Stored items:
━━━━━━

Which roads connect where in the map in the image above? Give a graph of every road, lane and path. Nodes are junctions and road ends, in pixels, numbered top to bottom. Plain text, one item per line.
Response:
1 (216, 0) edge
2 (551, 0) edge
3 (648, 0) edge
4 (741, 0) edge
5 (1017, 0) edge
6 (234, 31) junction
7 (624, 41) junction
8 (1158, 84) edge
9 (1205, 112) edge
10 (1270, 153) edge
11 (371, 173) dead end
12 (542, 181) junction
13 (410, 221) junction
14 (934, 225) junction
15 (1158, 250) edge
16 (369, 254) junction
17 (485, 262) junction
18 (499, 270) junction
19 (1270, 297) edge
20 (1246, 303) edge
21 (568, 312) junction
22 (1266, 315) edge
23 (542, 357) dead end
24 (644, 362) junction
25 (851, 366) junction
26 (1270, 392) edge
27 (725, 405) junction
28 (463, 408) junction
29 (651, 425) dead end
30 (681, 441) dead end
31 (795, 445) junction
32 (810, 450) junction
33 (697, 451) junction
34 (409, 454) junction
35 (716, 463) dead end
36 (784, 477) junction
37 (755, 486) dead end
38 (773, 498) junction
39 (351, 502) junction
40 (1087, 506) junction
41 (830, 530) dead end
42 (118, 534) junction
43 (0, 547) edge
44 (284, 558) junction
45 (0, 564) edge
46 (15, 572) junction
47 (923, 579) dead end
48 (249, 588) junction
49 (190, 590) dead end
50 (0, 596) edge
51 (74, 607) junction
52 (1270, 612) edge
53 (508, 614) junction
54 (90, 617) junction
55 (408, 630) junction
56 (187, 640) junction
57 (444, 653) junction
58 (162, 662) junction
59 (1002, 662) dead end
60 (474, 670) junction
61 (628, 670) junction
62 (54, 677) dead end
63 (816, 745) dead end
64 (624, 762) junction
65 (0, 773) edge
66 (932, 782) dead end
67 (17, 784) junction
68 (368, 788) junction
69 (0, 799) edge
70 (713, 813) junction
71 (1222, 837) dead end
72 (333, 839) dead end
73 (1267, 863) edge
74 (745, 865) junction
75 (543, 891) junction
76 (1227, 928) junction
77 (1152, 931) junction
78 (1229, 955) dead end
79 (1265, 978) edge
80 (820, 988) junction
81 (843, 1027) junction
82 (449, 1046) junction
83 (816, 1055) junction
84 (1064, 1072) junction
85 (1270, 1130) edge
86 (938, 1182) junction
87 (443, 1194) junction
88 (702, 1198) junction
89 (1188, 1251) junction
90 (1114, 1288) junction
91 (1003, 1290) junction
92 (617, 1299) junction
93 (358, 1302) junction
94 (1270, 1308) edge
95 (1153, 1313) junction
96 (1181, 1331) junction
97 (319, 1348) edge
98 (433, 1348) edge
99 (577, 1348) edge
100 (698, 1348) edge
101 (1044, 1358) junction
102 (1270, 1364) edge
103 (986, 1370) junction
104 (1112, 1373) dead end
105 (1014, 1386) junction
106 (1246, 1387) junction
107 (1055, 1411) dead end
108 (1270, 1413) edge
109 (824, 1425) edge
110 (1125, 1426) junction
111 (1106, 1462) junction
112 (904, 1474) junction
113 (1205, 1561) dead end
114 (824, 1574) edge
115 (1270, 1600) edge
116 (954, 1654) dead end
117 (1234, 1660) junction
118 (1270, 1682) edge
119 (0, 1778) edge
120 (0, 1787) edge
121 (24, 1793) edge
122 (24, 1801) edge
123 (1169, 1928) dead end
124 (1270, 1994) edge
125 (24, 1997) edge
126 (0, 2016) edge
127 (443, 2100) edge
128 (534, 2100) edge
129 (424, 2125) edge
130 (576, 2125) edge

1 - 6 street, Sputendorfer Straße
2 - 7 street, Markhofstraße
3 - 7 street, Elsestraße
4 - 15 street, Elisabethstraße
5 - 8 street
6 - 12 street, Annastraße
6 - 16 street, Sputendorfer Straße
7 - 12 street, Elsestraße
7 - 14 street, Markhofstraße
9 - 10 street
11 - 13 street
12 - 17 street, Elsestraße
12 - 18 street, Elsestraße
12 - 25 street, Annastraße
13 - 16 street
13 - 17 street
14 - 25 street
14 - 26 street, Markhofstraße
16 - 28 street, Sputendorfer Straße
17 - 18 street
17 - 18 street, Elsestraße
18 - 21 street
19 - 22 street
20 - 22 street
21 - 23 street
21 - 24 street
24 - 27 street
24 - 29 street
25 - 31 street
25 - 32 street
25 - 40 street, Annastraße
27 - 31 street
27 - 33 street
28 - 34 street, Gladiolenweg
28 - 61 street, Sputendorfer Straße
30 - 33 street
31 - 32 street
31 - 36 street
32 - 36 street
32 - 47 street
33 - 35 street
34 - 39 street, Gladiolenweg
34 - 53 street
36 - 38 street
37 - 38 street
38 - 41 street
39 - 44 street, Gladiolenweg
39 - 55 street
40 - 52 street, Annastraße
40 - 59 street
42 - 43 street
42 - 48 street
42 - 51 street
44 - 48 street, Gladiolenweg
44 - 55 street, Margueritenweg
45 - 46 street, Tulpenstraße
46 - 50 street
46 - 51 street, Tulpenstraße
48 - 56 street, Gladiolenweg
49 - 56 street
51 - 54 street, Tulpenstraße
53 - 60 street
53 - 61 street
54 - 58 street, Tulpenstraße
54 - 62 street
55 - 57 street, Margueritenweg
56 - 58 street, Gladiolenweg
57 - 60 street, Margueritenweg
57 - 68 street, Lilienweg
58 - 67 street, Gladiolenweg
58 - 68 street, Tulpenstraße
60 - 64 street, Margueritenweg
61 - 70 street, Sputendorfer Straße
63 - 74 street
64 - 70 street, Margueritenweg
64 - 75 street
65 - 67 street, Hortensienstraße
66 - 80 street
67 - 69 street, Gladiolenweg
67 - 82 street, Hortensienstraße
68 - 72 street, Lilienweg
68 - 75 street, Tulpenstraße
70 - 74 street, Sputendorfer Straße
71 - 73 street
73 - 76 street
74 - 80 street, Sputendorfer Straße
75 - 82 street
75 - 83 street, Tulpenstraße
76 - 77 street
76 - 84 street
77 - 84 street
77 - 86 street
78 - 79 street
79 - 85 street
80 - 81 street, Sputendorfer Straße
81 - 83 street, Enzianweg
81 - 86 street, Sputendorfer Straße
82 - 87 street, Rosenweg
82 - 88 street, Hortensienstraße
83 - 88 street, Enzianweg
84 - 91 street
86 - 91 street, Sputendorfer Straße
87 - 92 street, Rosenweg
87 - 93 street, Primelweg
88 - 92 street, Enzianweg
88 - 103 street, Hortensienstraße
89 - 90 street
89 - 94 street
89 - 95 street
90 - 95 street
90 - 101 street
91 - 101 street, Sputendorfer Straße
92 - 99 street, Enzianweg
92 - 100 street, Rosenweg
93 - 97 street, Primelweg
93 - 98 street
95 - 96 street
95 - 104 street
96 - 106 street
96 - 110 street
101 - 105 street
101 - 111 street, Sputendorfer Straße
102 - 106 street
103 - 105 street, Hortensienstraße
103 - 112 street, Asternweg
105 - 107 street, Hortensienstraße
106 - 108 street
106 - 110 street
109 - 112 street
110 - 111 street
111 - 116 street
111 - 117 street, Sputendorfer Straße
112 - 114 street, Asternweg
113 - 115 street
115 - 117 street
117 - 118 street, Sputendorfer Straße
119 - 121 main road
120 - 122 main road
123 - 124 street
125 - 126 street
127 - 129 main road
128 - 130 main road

━━━━━━

Exercise aim -
Exactly as they appear above, print all the entries.

Solution for this problem -
Which roads connect where in the map in the image above? Give a graph of every road, lane and path. Nodes are junctions and road ends, in pixels, numbered top to bottom. Plain text, one item per line.
Response:
1 (216, 0) edge
2 (551, 0) edge
3 (648, 0) edge
4 (741, 0) edge
5 (1017, 0) edge
6 (234, 31) junction
7 (624, 41) junction
8 (1158, 84) edge
9 (1205, 112) edge
10 (1270, 153) edge
11 (371, 173) dead end
12 (542, 181) junction
13 (410, 221) junction
14 (934, 225) junction
15 (1158, 250) edge
16 (369, 254) junction
17 (485, 262) junction
18 (499, 270) junction
19 (1270, 297) edge
20 (1246, 303) edge
21 (568, 312) junction
22 (1266, 315) edge
23 (542, 357) dead end
24 (644, 362) junction
25 (851, 366) junction
26 (1270, 392) edge
27 (725, 405) junction
28 (463, 408) junction
29 (651, 425) dead end
30 (681, 441) dead end
31 (795, 445) junction
32 (810, 450) junction
33 (697, 451) junction
34 (409, 454) junction
35 (716, 463) dead end
36 (784, 477) junction
37 (755, 486) dead end
38 (773, 498) junction
39 (351, 502) junction
40 (1087, 506) junction
41 (830, 530) dead end
42 (118, 534) junction
43 (0, 547) edge
44 (284, 558) junction
45 (0, 564) edge
46 (15, 572) junction
47 (923, 579) dead end
48 (249, 588) junction
49 (190, 590) dead end
50 (0, 596) edge
51 (74, 607) junction
52 (1270, 612) edge
53 (508, 614) junction
54 (90, 617) junction
55 (408, 630) junction
56 (187, 640) junction
57 (444, 653) junction
58 (162, 662) junction
59 (1002, 662) dead end
60 (474, 670) junction
61 (628, 670) junction
62 (54, 677) dead end
63 (816, 745) dead end
64 (624, 762) junction
65 (0, 773) edge
66 (932, 782) dead end
67 (17, 784) junction
68 (368, 788) junction
69 (0, 799) edge
70 (713, 813) junction
71 (1222, 837) dead end
72 (333, 839) dead end
73 (1267, 863) edge
74 (745, 865) junction
75 (543, 891) junction
76 (1227, 928) junction
77 (1152, 931) junction
78 (1229, 955) dead end
79 (1265, 978) edge
80 (820, 988) junction
81 (843, 1027) junction
82 (449, 1046) junction
83 (816, 1055) junction
84 (1064, 1072) junction
85 (1270, 1130) edge
86 (938, 1182) junction
87 (443, 1194) junction
88 (702, 1198) junction
89 (1188, 1251) junction
90 (1114, 1288) junction
91 (1003, 1290) junction
92 (617, 1299) junction
93 (358, 1302) junction
94 (1270, 1308) edge
95 (1153, 1313) junction
96 (1181, 1331) junction
97 (319, 1348) edge
98 (433, 1348) edge
99 (577, 1348) edge
100 (698, 1348) edge
101 (1044, 1358) junction
102 (1270, 1364) edge
103 (986, 1370) junction
104 (1112, 1373) dead end
105 (1014, 1386) junction
106 (1246, 1387) junction
107 (1055, 1411) dead end
108 (1270, 1413) edge
109 (824, 1425) edge
110 (1125, 1426) junction
111 (1106, 1462) junction
112 (904, 1474) junction
113 (1205, 1561) dead end
114 (824, 1574) edge
115 (1270, 1600) edge
116 (954, 1654) dead end
117 (1234, 1660) junction
118 (1270, 1682) edge
119 (0, 1778) edge
120 (0, 1787) edge
121 (24, 1793) edge
122 (24, 1801) edge
123 (1169, 1928) dead end
124 (1270, 1994) edge
125 (24, 1997) edge
126 (0, 2016) edge
127 (443, 2100) edge
128 (534, 2100) edge
129 (424, 2125) edge
130 (576, 2125) edge

1 - 6 street, Sputendorfer Straße
2 - 7 street, Markhofstraße
3 - 7 street, Elsestraße
4 - 15 street, Elisabethstraße
5 - 8 street
6 - 12 street, Annastraße
6 - 16 street, Sputendorfer Straße
7 - 12 street, Elsestraße
7 - 14 street, Markhofstraße
9 - 10 street
11 - 13 street
12 - 17 street, Elsestraße
12 - 18 street, Elsestraße
12 - 25 street, Annastraße
13 - 16 street
13 - 17 street
14 - 25 street
14 - 26 street, Markhofstraße
16 - 28 street, Sputendorfer Straße
17 - 18 street
17 - 18 street, Elsestraße
18 - 21 street
19 - 22 street
20 - 22 street
21 - 23 street
21 - 24 street
24 - 27 street
24 - 29 street
25 - 31 street
25 - 32 street
25 - 40 street, Annastraße
27 - 31 street
27 - 33 street
28 - 34 street, Gladiolenweg
28 - 61 street, Sputendorfer Straße
30 - 33 street
31 - 32 street
31 - 36 street
32 - 36 street
32 - 47 street
33 - 35 street
34 - 39 street, Gladiolenweg
34 - 53 street
36 - 38 street
37 - 38 street
38 - 41 street
39 - 44 street, Gladiolenweg
39 - 55 street
40 - 52 street, Annastraße
40 - 59 street
42 - 43 street
42 - 48 street
42 - 51 street
44 - 48 street, Gladiolenweg
44 - 55 street, Margueritenweg
45 - 46 street, Tulpenstraße
46 - 50 street
46 - 51 street, Tulpenstraße
48 - 56 street, Gladiolenweg
49 - 56 street
51 - 54 street, Tulpenstraße
53 - 60 street
53 - 61 street
54 - 58 street, Tulpenstraße
54 - 62 street
55 - 57 street, Margueritenweg
56 - 58 street, Gladiolenweg
57 - 60 street, Margueritenweg
57 - 68 street, Lilienweg
58 - 67 street, Gladiolenweg
58 - 68 street, Tulpenstraße
60 - 64 street, Margueritenweg
61 - 70 street, Sputendorfer Straße
63 - 74 street
64 - 70 street, Margueritenweg
64 - 75 street
65 - 67 street, Hortensienstraße
66 - 80 street
67 - 69 street, Gladiolenweg
67 - 82 street, Hortensienstraße
68 - 72 street, Lilienweg
68 - 75 street, Tulpenstraße
70 - 74 street, Sputendorfer Straße
71 - 73 street
73 - 76 street
74 - 80 street, Sputendorfer Straße
75 - 82 street
75 - 83 street, Tulpenstraße
76 - 77 street
76 - 84 street
77 - 84 street
77 - 86 street
78 - 79 street
79 - 85 street
80 - 81 street, Sputendorfer Straße
81 - 83 street, Enzianweg
81 - 86 street, Sputendorfer Straße
82 - 87 street, Rosenweg
82 - 88 street, Hortensienstraße
83 - 88 street, Enzianweg
84 - 91 street
86 - 91 street, Sputendorfer Straße
87 - 92 street, Rosenweg
87 - 93 street, Primelweg
88 - 92 street, Enzianweg
88 - 103 street, Hortensienstraße
89 - 90 street
89 - 94 street
89 - 95 street
90 - 95 street
90 - 101 street
91 - 101 street, Sputendorfer Straße
92 - 99 street, Enzianweg
92 - 100 street, Rosenweg
93 - 97 street, Primelweg
93 - 98 street
95 - 96 street
95 - 104 street
96 - 106 street
96 - 110 street
101 - 105 street
101 - 111 street, Sputendorfer Straße
102 - 106 street
103 - 105 street, Hortensienstraße
103 - 112 street, Asternweg
105 - 107 street, Hortensienstraße
106 - 108 street
106 - 110 street
109 - 112 street
110 - 111 street
111 - 116 street
111 - 117 street, Sputendorfer Straße
112 - 114 street, Asternweg
113 - 115 street
115 - 117 street
117 - 118 street, Sputendorfer Straße
119 - 121 main road
120 - 122 main road
123 - 124 street
125 - 126 street
127 - 129 main road
128 - 130 main road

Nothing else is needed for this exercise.